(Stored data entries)
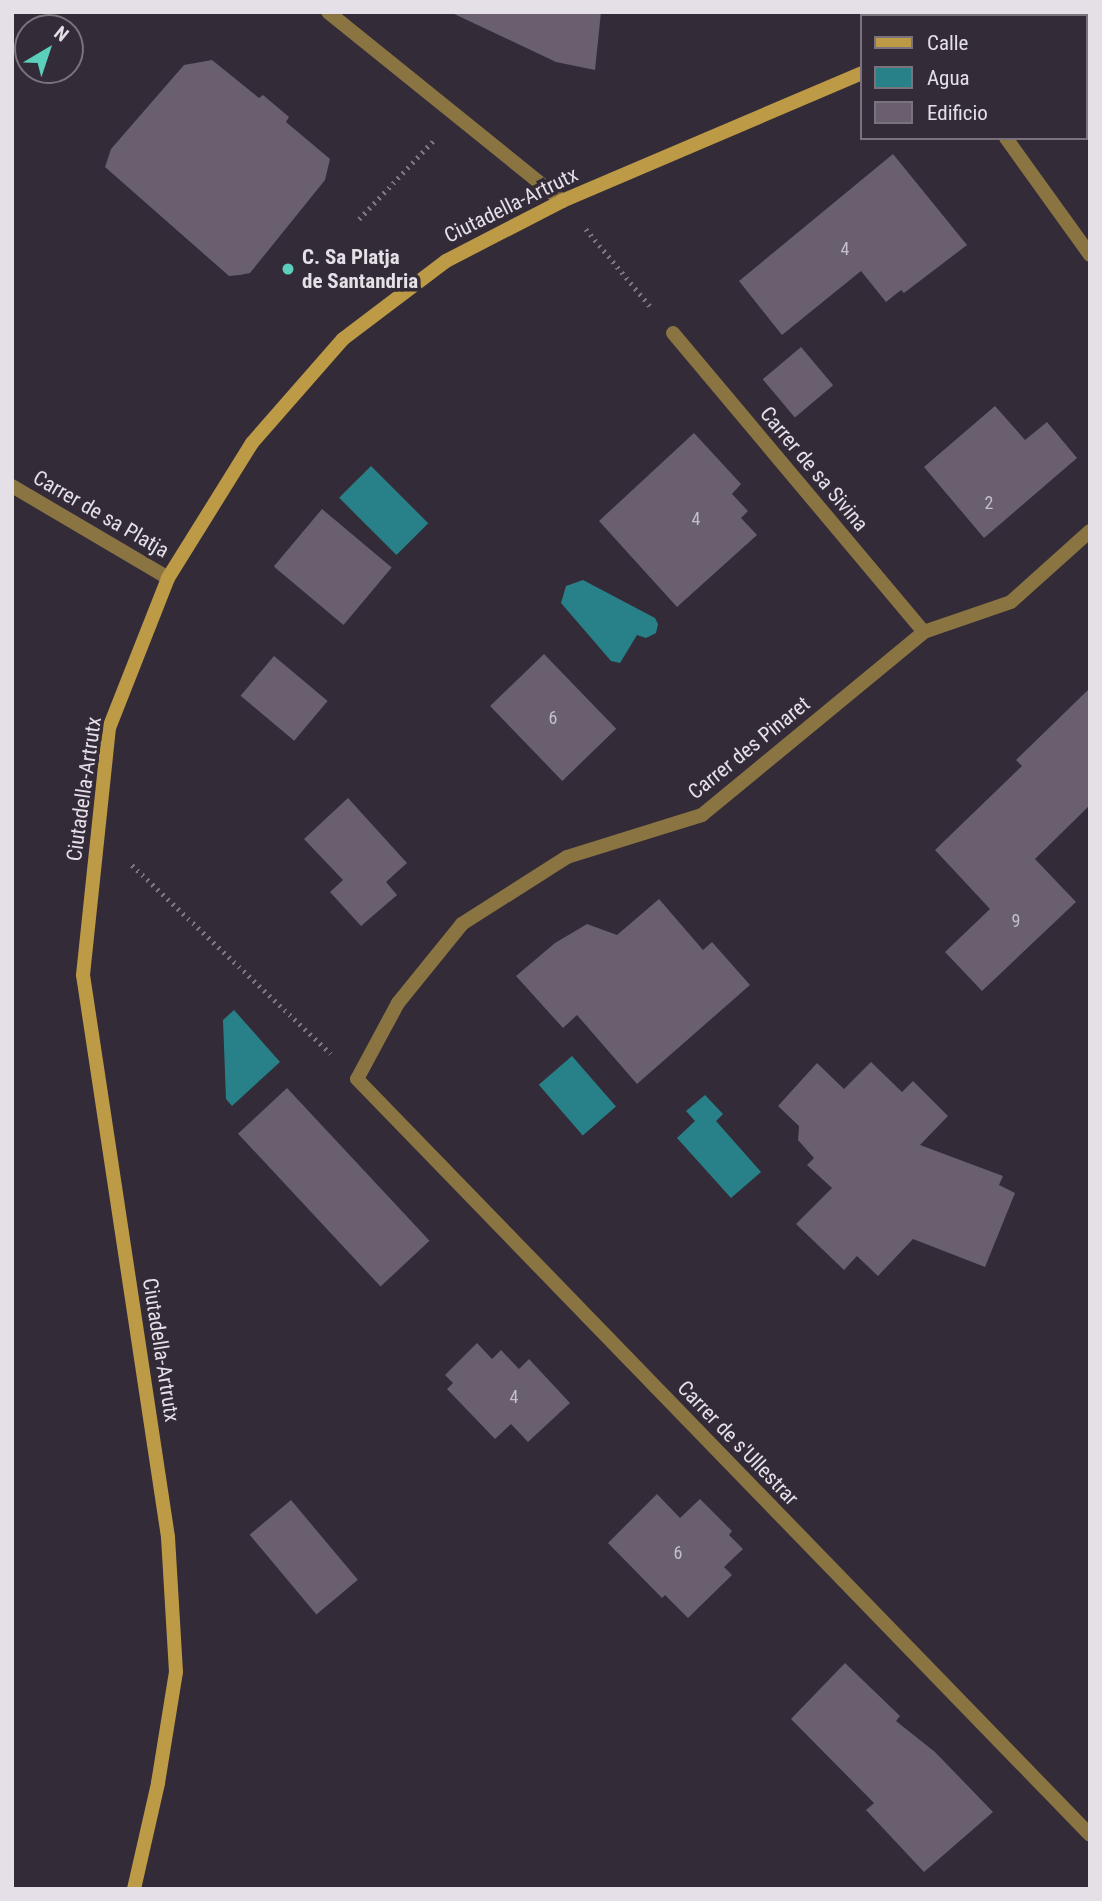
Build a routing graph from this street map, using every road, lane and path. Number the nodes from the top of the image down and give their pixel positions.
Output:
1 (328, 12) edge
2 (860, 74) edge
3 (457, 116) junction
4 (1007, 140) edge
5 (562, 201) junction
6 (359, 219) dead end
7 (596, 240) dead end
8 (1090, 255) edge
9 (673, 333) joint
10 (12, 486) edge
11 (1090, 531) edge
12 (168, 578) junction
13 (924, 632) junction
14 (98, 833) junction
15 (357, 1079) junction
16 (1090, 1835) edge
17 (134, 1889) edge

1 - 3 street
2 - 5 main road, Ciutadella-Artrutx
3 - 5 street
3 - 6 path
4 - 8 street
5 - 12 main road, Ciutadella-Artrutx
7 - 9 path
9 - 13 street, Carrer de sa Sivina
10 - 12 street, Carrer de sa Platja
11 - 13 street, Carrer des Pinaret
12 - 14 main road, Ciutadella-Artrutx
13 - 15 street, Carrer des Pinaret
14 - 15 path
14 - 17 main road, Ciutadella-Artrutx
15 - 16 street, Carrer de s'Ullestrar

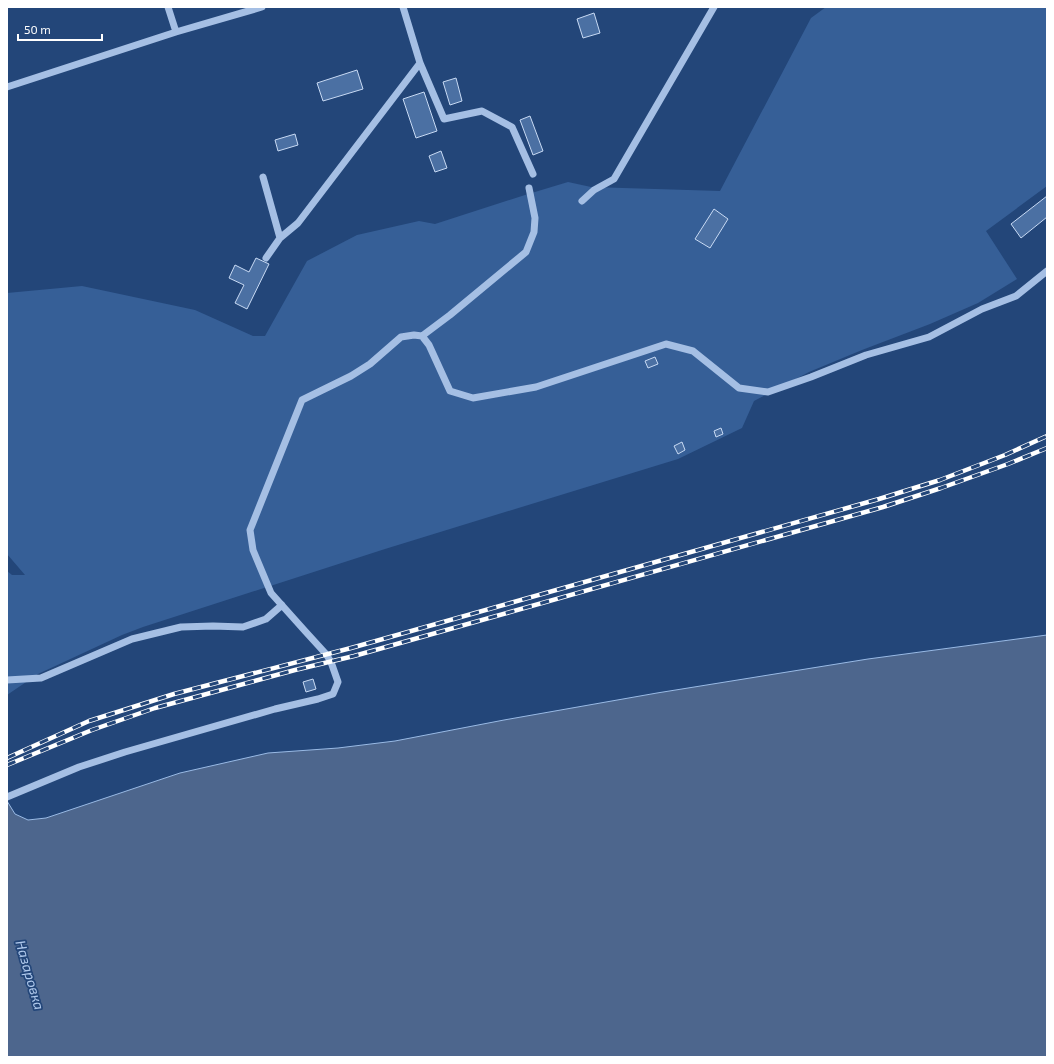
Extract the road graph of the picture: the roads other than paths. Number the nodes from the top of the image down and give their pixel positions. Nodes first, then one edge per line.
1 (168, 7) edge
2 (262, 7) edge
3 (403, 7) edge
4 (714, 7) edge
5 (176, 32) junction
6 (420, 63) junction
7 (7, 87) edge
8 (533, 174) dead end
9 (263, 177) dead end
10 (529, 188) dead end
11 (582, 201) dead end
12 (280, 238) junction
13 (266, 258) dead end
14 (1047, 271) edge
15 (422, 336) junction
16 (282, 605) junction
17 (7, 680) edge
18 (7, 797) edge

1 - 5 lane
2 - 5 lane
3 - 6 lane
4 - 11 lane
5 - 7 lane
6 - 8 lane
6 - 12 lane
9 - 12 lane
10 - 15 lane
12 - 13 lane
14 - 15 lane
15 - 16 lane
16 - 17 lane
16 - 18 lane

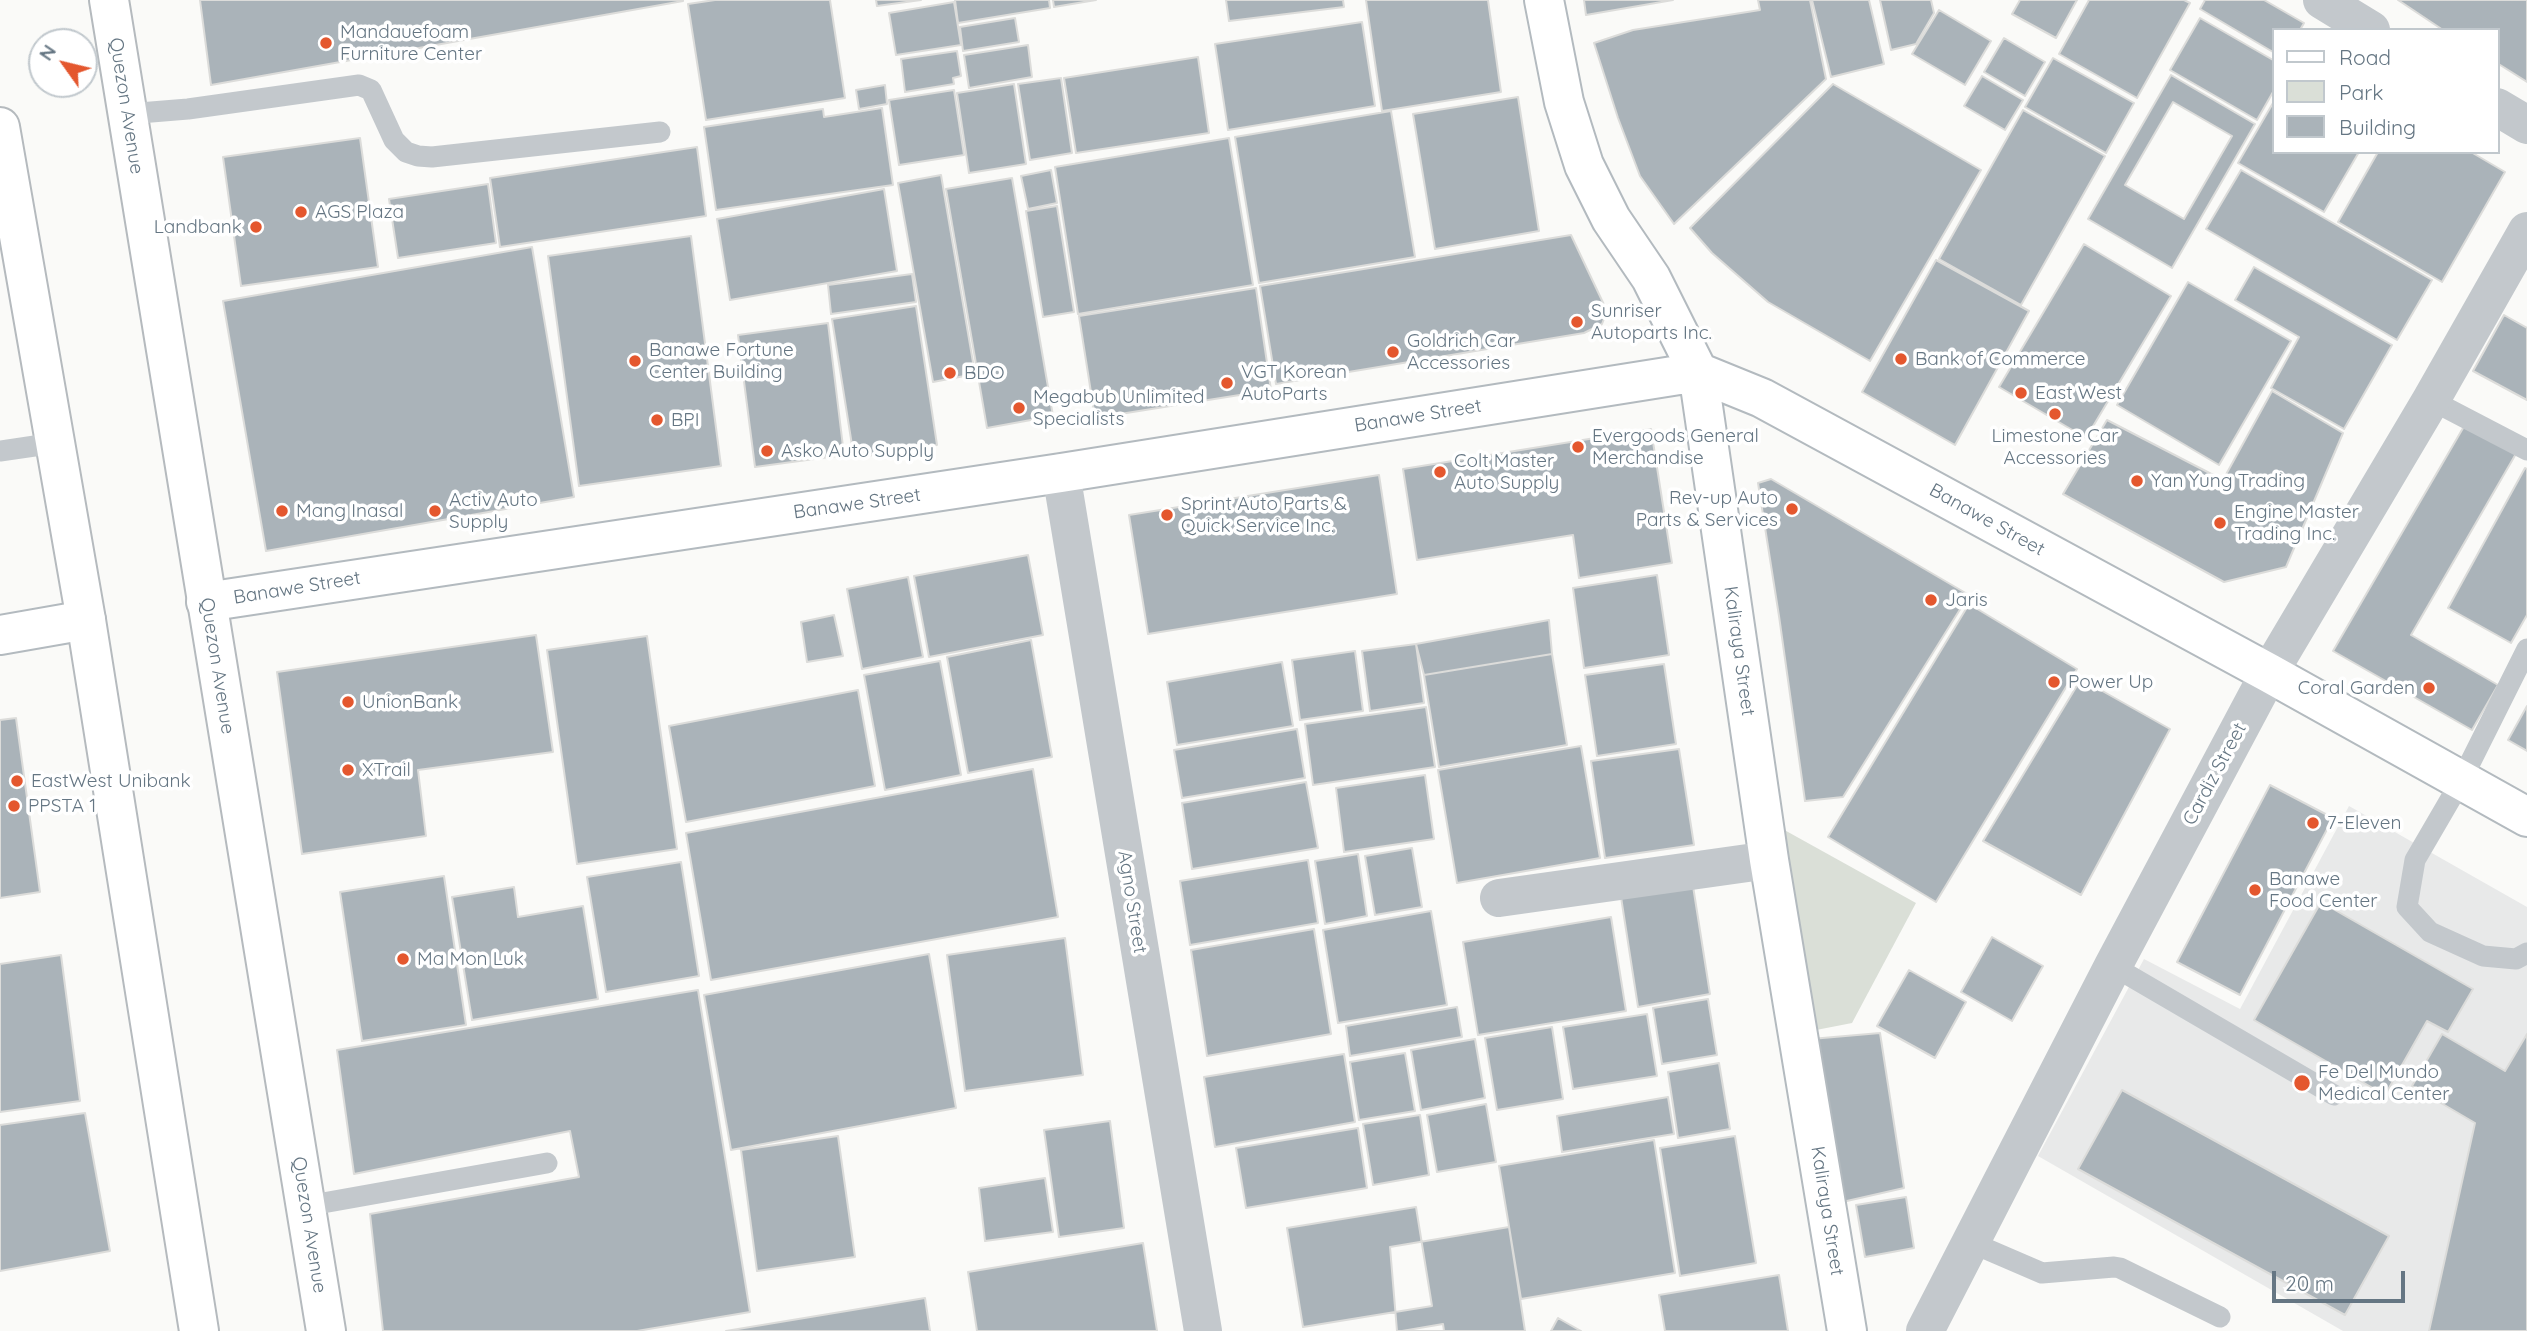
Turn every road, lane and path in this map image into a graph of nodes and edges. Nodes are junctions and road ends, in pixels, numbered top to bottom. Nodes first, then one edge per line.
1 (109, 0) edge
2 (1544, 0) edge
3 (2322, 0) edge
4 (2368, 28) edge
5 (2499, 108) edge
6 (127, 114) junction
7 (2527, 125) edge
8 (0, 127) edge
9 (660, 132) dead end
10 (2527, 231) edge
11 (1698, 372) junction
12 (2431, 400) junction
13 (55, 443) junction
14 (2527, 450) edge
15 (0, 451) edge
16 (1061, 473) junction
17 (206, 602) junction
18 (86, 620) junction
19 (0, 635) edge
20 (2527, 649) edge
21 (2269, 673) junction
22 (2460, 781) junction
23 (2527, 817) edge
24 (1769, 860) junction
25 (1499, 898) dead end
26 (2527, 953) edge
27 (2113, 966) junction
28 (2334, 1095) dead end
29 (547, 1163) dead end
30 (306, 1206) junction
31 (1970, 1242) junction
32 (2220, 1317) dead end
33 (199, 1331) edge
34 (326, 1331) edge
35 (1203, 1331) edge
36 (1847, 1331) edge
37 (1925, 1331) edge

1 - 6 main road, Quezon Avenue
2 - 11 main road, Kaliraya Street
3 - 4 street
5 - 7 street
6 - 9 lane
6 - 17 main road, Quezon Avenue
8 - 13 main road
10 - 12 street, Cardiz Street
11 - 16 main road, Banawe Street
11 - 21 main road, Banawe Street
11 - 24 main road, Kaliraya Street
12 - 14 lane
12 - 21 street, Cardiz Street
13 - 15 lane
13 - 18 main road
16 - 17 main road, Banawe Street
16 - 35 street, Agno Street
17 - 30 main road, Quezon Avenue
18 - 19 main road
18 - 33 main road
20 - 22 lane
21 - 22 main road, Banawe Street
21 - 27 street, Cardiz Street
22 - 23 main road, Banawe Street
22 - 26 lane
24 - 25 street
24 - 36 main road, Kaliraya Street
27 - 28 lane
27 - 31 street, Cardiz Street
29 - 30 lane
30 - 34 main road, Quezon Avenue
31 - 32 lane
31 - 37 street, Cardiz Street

▸ Task
Reproduce every line from the entries that holds the word "then".

▸ Result for this exercise
Extract the road graph of the picture: the roads other than paths. Number the nodes from the top of the image down and give their pixel positions. Nodes first, then one edge per line.
Turn every road, lane and path in this map image into a graph of nodes and edges. Nodes are junctions and road ends, in pixels, numbered top to bottom. Nodes first, then one edge per line.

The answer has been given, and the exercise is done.